Based on the entries below, how many lines contain the word "dead"? Respond with only the number.

** Opening RECORDS FOR THIS TASK block **

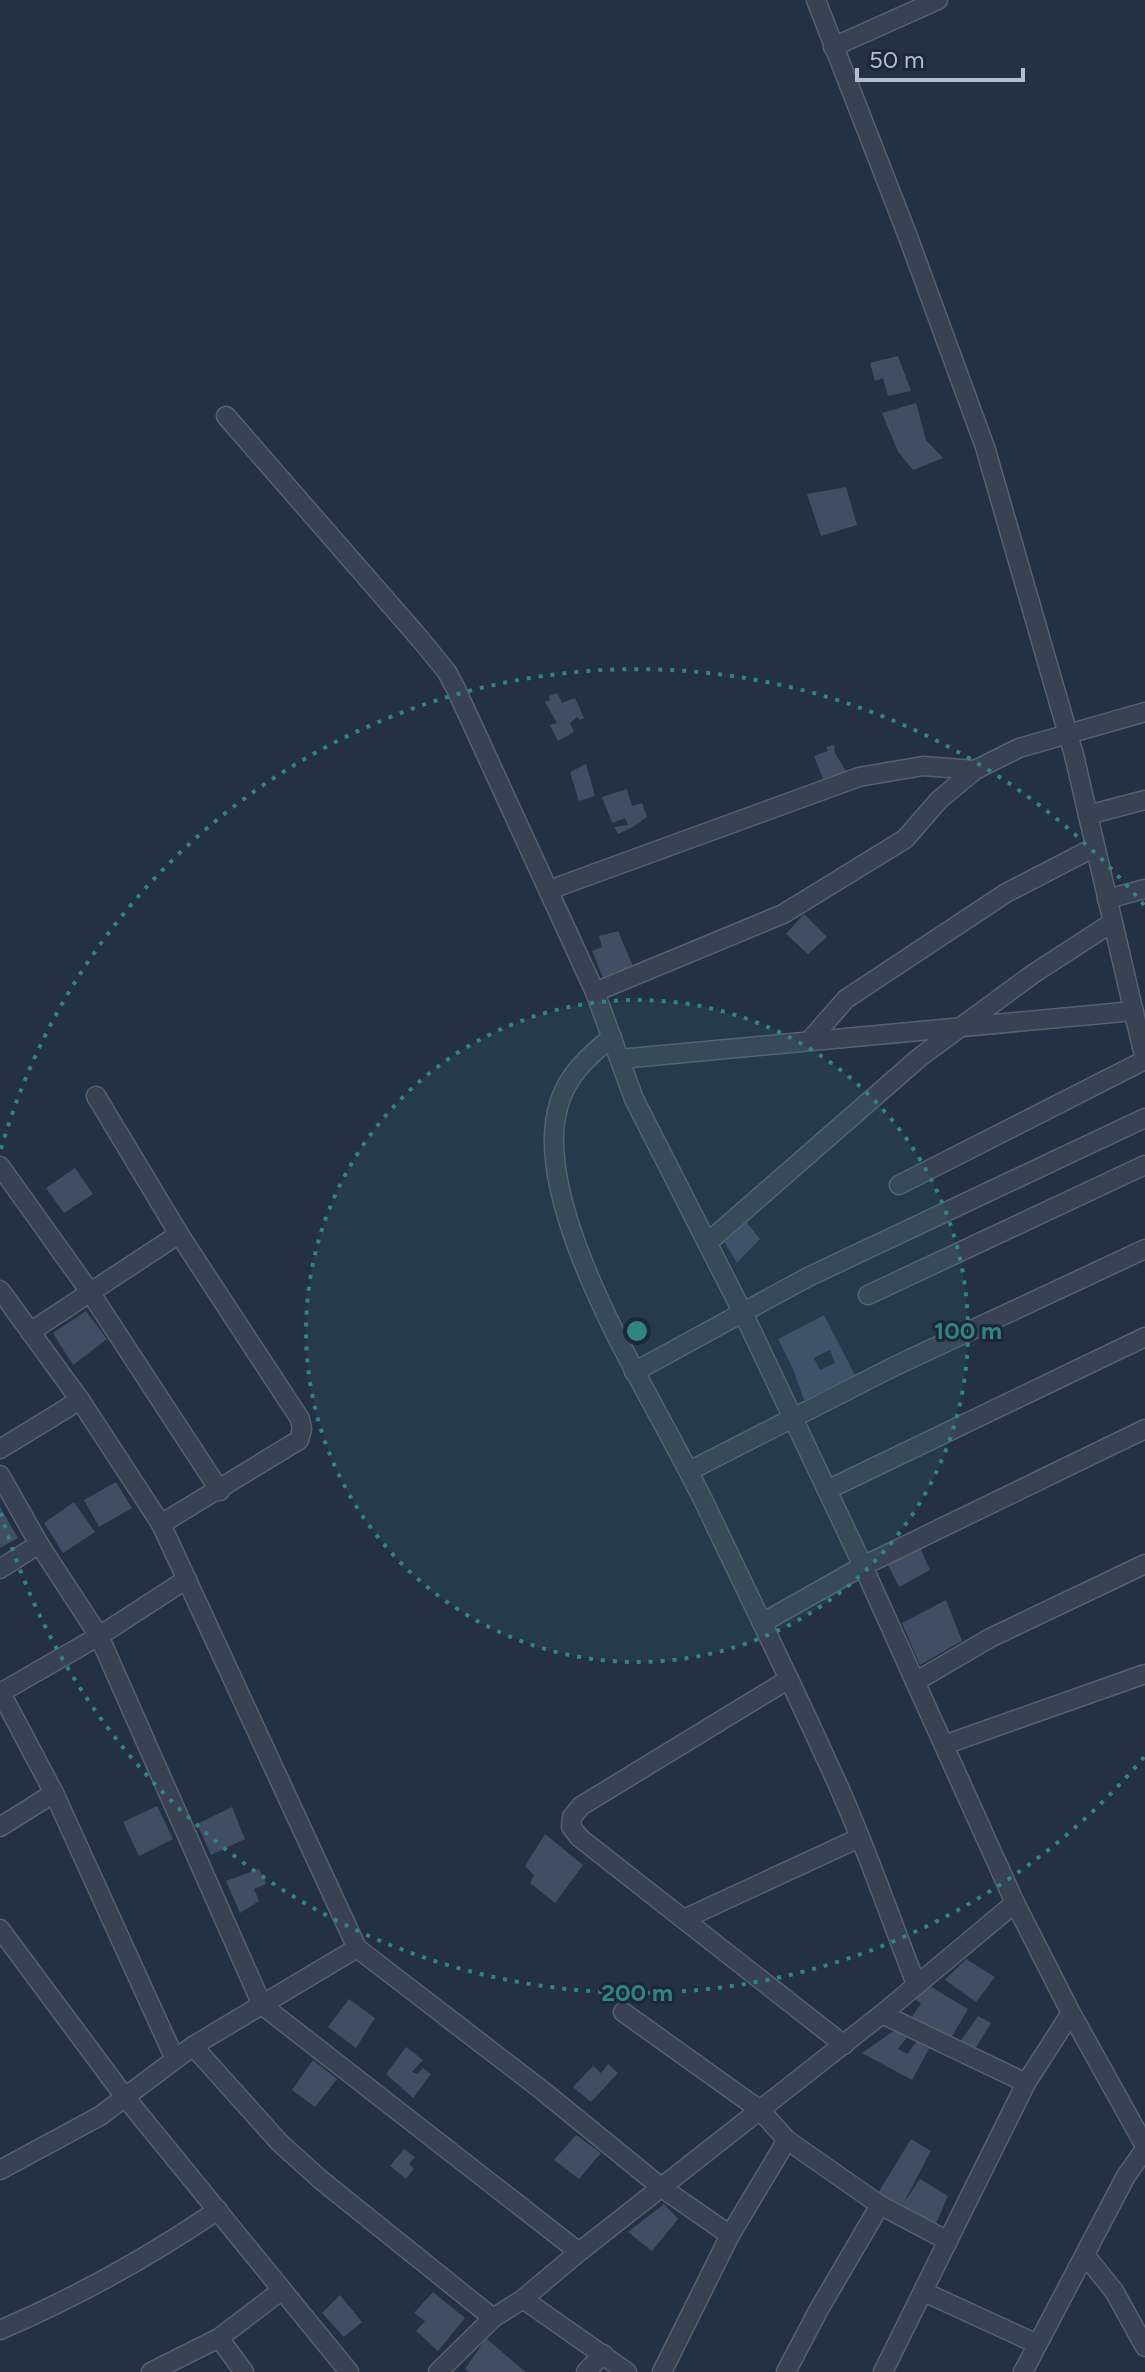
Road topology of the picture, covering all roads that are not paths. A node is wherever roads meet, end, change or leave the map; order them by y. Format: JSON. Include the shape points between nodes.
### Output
{"nodes":[{"id":1,"x":816,"y":0,"type":"edge"},
{"id":2,"x":938,"y":0,"type":"edge"},
{"id":3,"x":833,"y":47,"type":"junction"},
{"id":4,"x":226,"y":416,"type":"dead end"},
{"id":5,"x":1145,"y":712,"type":"edge"},
{"id":6,"x":1068,"y":734,"type":"junction"},
{"id":7,"x":975,"y":770,"type":"junction"},
{"id":8,"x":1145,"y":800,"type":"edge"},
{"id":9,"x":1088,"y":815,"type":"junction"},
{"id":10,"x":1095,"y":847,"type":"junction"},
{"id":11,"x":1145,"y":889,"type":"edge"},
{"id":12,"x":549,"y":890,"type":"junction"},
{"id":13,"x":1107,"y":899,"type":"junction"},
{"id":14,"x":1113,"y":922,"type":"junction"},
{"id":15,"x":595,"y":992,"type":"junction"},
{"id":16,"x":1134,"y":1011,"type":"junction"},
{"id":17,"x":963,"y":1026,"type":"junction"},
{"id":18,"x":612,"y":1037,"type":"junction"},
{"id":19,"x":810,"y":1040,"type":"junction"},
{"id":20,"x":620,"y":1059,"type":"junction"},
{"id":21,"x":1145,"y":1060,"type":"edge"},
{"id":22,"x":96,"y":1096,"type":"dead end"},
{"id":23,"x":1145,"y":1118,"type":"edge"},
{"id":24,"x":1145,"y":1165,"type":"edge"},
{"id":25,"x":0,"y":1166,"type":"edge"},
{"id":26,"x":899,"y":1185,"type":"dead end"},
{"id":27,"x":179,"y":1234,"type":"junction"},
{"id":28,"x":707,"y":1243,"type":"junction"},
{"id":29,"x":1145,"y":1249,"type":"edge"},
{"id":30,"x":0,"y":1290,"type":"edge"},
{"id":31,"x":90,"y":1292,"type":"junction"},
{"id":32,"x":868,"y":1295,"type":"dead end"},
{"id":33,"x":744,"y":1313,"type":"junction"},
{"id":34,"x":30,"y":1332,"type":"junction"},
{"id":35,"x":1145,"y":1337,"type":"edge"},
{"id":36,"x":634,"y":1372,"type":"junction"},
{"id":37,"x":80,"y":1400,"type":"junction"},
{"id":38,"x":794,"y":1419,"type":"junction"},
{"id":39,"x":1145,"y":1429,"type":"edge"},
{"id":40,"x":0,"y":1449,"type":"edge"},
{"id":41,"x":689,"y":1471,"type":"junction"},
{"id":42,"x":0,"y":1475,"type":"edge"},
{"id":43,"x":827,"y":1490,"type":"junction"},
{"id":44,"x":220,"y":1491,"type":"junction"},
{"id":45,"x":161,"y":1524,"type":"junction"},
{"id":46,"x":39,"y":1544,"type":"junction"},
{"id":47,"x":1145,"y":1564,"type":"edge"},
{"id":48,"x":863,"y":1566,"type":"junction"},
{"id":49,"x":0,"y":1569,"type":"edge"},
{"id":50,"x":187,"y":1579,"type":"junction"},
{"id":51,"x":762,"y":1623,"type":"junction"},
{"id":52,"x":99,"y":1636,"type":"junction"},
{"id":53,"x":1145,"y":1674,"type":"edge"},
{"id":54,"x":789,"y":1679,"type":"junction"},
{"id":55,"x":915,"y":1682,"type":"junction"},
{"id":56,"x":0,"y":1693,"type":"edge"},
{"id":57,"x":944,"y":1745,"type":"junction"},
{"id":58,"x":54,"y":1793,"type":"junction"},
{"id":59,"x":0,"y":1827,"type":"edge"},
{"id":60,"x":859,"y":1838,"type":"junction"},
{"id":61,"x":1015,"y":1903,"type":"junction"},
{"id":62,"x":684,"y":1919,"type":"junction"},
{"id":63,"x":0,"y":1929,"type":"edge"},
{"id":64,"x":357,"y":1948,"type":"junction"},
{"id":65,"x":916,"y":1984,"type":"junction"},
{"id":66,"x":262,"y":2005,"type":"junction"},
{"id":67,"x":623,"y":2012,"type":"dead end"},
{"id":68,"x":1071,"y":2013,"type":"junction"},
{"id":69,"x":882,"y":2014,"type":"junction"},
{"id":70,"x":844,"y":2045,"type":"junction"},
{"id":71,"x":193,"y":2046,"type":"junction"},
{"id":72,"x":175,"y":2059,"type":"junction"},
{"id":73,"x":1026,"y":2083,"type":"junction"},
{"id":74,"x":125,"y":2097,"type":"junction"},
{"id":75,"x":760,"y":2110,"type":"junction"},
{"id":76,"x":787,"y":2140,"type":"junction"},
{"id":77,"x":1145,"y":2148,"type":"edge"},
{"id":78,"x":0,"y":2170,"type":"edge"},
{"id":79,"x":662,"y":2188,"type":"junction"},
{"id":80,"x":880,"y":2205,"type":"junction"},
{"id":81,"x":218,"y":2210,"type":"junction"},
{"id":82,"x":730,"y":2235,"type":"junction"},
{"id":83,"x":948,"y":2241,"type":"junction"},
{"id":84,"x":579,"y":2252,"type":"junction"},
{"id":85,"x":1085,"y":2255,"type":"junction"},
{"id":86,"x":282,"y":2290,"type":"junction"},
{"id":87,"x":924,"y":2292,"type":"junction"},
{"id":88,"x":523,"y":2299,"type":"junction"},
{"id":89,"x":493,"y":2318,"type":"junction"},
{"id":90,"x":0,"y":2330,"type":"edge"},
{"id":91,"x":219,"y":2338,"type":"junction"},
{"id":92,"x":1037,"y":2344,"type":"junction"},
{"id":93,"x":1145,"y":2347,"type":"edge"},
{"id":94,"x":603,"y":2354,"type":"junction"},
{"id":95,"x":155,"y":2371,"type":"edge"},
{"id":96,"x":441,"y":2371,"type":"edge"},
{"id":97,"x":244,"y":2372,"type":"edge"},
{"id":98,"x":349,"y":2372,"type":"edge"},
{"id":99,"x":586,"y":2372,"type":"edge"},
{"id":100,"x":627,"y":2372,"type":"edge"},
{"id":101,"x":662,"y":2372,"type":"edge"},
{"id":102,"x":786,"y":2372,"type":"edge"},
{"id":103,"x":883,"y":2372,"type":"edge"},
{"id":104,"x":1023,"y":2372,"type":"edge"}],
"edges":[{"from":1,"to":3,"type":"street"},
{"from":2,"to":3,"type":"street"},
{"from":3,"to":6,"type":"street","via":[[985,447]]},
{"from":4,"to":12,"type":"street","via":[[447,672]]},
{"from":5,"to":6,"type":"street"},
{"from":6,"to":7,"type":"street","via":[[1019,748]]},
{"from":6,"to":9,"type":"street"},
{"from":7,"to":12,"type":"street","via":[[923,766],[859,777]]},
{"from":7,"to":15,"type":"street","via":[[905,839],[783,914]]},
{"from":8,"to":9,"type":"street"},
{"from":9,"to":10,"type":"street"},
{"from":10,"to":13,"type":"street"},
{"from":10,"to":19,"type":"street","via":[[1006,893],[846,999]]},
{"from":11,"to":13,"type":"street"},
{"from":12,"to":15,"type":"street"},
{"from":13,"to":14,"type":"street"},
{"from":14,"to":16,"type":"street"},
{"from":14,"to":17,"type":"street"},
{"from":15,"to":18,"type":"street"},
{"from":16,"to":17,"type":"street"},
{"from":16,"to":21,"type":"street"},
{"from":17,"to":19,"type":"street"},
{"from":17,"to":28,"type":"street","via":[[920,1057]]},
{"from":18,"to":20,"type":"street"},
{"from":18,"to":36,"type":"street","via":[[571,1076],[553,1136],[568,1222],[597,1300]]},
{"from":19,"to":20,"type":"street"},
{"from":20,"to":28,"type":"street","via":[[634,1099]]},
{"from":21,"to":26,"type":"street"},
{"from":22,"to":27,"type":"street"},
{"from":23,"to":33,"type":"street","via":[[808,1277]]},
{"from":24,"to":32,"type":"street"},
{"from":25,"to":31,"type":"street"},
{"from":27,"to":31,"type":"street"},
{"from":27,"to":44,"type":"street","via":[[302,1429],[299,1440]]},
{"from":28,"to":33,"type":"street"},
{"from":29,"to":38,"type":"street"},
{"from":30,"to":34,"type":"street"},
{"from":31,"to":34,"type":"street"},
{"from":31,"to":44,"type":"street"},
{"from":33,"to":36,"type":"street"},
{"from":33,"to":38,"type":"street"},
{"from":34,"to":37,"type":"street"},
{"from":35,"to":43,"type":"street"},
{"from":36,"to":41,"type":"street"},
{"from":37,"to":40,"type":"street"},
{"from":37,"to":45,"type":"street"},
{"from":38,"to":41,"type":"street"},
{"from":38,"to":43,"type":"street"},
{"from":39,"to":48,"type":"street"},
{"from":41,"to":51,"type":"street"},
{"from":42,"to":46,"type":"street"},
{"from":43,"to":48,"type":"street"},
{"from":44,"to":45,"type":"street"},
{"from":45,"to":50,"type":"street"},
{"from":46,"to":49,"type":"street"},
{"from":46,"to":52,"type":"street"},
{"from":47,"to":55,"type":"street","via":[[990,1638]]},
{"from":48,"to":51,"type":"street"},
{"from":48,"to":55,"type":"street"},
{"from":50,"to":52,"type":"street"},
{"from":50,"to":64,"type":"street"},
{"from":51,"to":54,"type":"street"},
{"from":52,"to":56,"type":"street"},
{"from":52,"to":66,"type":"street"},
{"from":53,"to":57,"type":"street"},
{"from":54,"to":60,"type":"street"},
{"from":54,"to":62,"type":"street","via":[[581,1806],[572,1817],[571,1827],[580,1838]]},
{"from":55,"to":57,"type":"street"},
{"from":56,"to":58,"type":"street"},
{"from":57,"to":61,"type":"street"},
{"from":58,"to":59,"type":"street"},
{"from":58,"to":72,"type":"street"},
{"from":60,"to":62,"type":"street"},
{"from":60,"to":65,"type":"street"},
{"from":61,"to":65,"type":"street"},
{"from":61,"to":68,"type":"street"},
{"from":62,"to":70,"type":"street"},
{"from":63,"to":74,"type":"street"},
{"from":64,"to":66,"type":"street"},
{"from":64,"to":79,"type":"street"},
{"from":65,"to":69,"type":"street"},
{"from":66,"to":71,"type":"street"},
{"from":66,"to":84,"type":"street"},
{"from":67,"to":75,"type":"street"},
{"from":68,"to":73,"type":"street"},
{"from":68,"to":77,"type":"street"},
{"from":69,"to":70,"type":"street"},
{"from":69,"to":73,"type":"street"},
{"from":70,"to":75,"type":"street"},
{"from":71,"to":72,"type":"street"},
{"from":71,"to":89,"type":"street","via":[[279,2142]]},
{"from":72,"to":74,"type":"street"},
{"from":73,"to":83,"type":"street"},
{"from":74,"to":78,"type":"street"},
{"from":74,"to":81,"type":"street"},
{"from":75,"to":76,"type":"street"},
{"from":75,"to":79,"type":"street"},
{"from":76,"to":80,"type":"street"},
{"from":76,"to":82,"type":"street"},
{"from":77,"to":85,"type":"street"},
{"from":79,"to":82,"type":"street"},
{"from":79,"to":84,"type":"street"},
{"from":80,"to":83,"type":"street"},
{"from":80,"to":102,"type":"street"},
{"from":81,"to":86,"type":"street"},
{"from":81,"to":90,"type":"street","via":[[99,2283]]},
{"from":82,"to":101,"type":"street"},
{"from":83,"to":87,"type":"street"},
{"from":84,"to":88,"type":"street"},
{"from":85,"to":92,"type":"street"},
{"from":85,"to":93,"type":"street","via":[[1114,2291]]},
{"from":86,"to":91,"type":"street"},
{"from":86,"to":98,"type":"street"},
{"from":87,"to":92,"type":"street"},
{"from":87,"to":103,"type":"street"},
{"from":88,"to":89,"type":"street"},
{"from":88,"to":94,"type":"street"},
{"from":89,"to":96,"type":"street"},
{"from":91,"to":95,"type":"street"},
{"from":91,"to":97,"type":"street"},
{"from":92,"to":104,"type":"street"},
{"from":94,"to":99,"type":"street"},
{"from":94,"to":100,"type":"street"}]}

** Closing RECORDS FOR THIS TASK block **

§ TASK RESULT: 5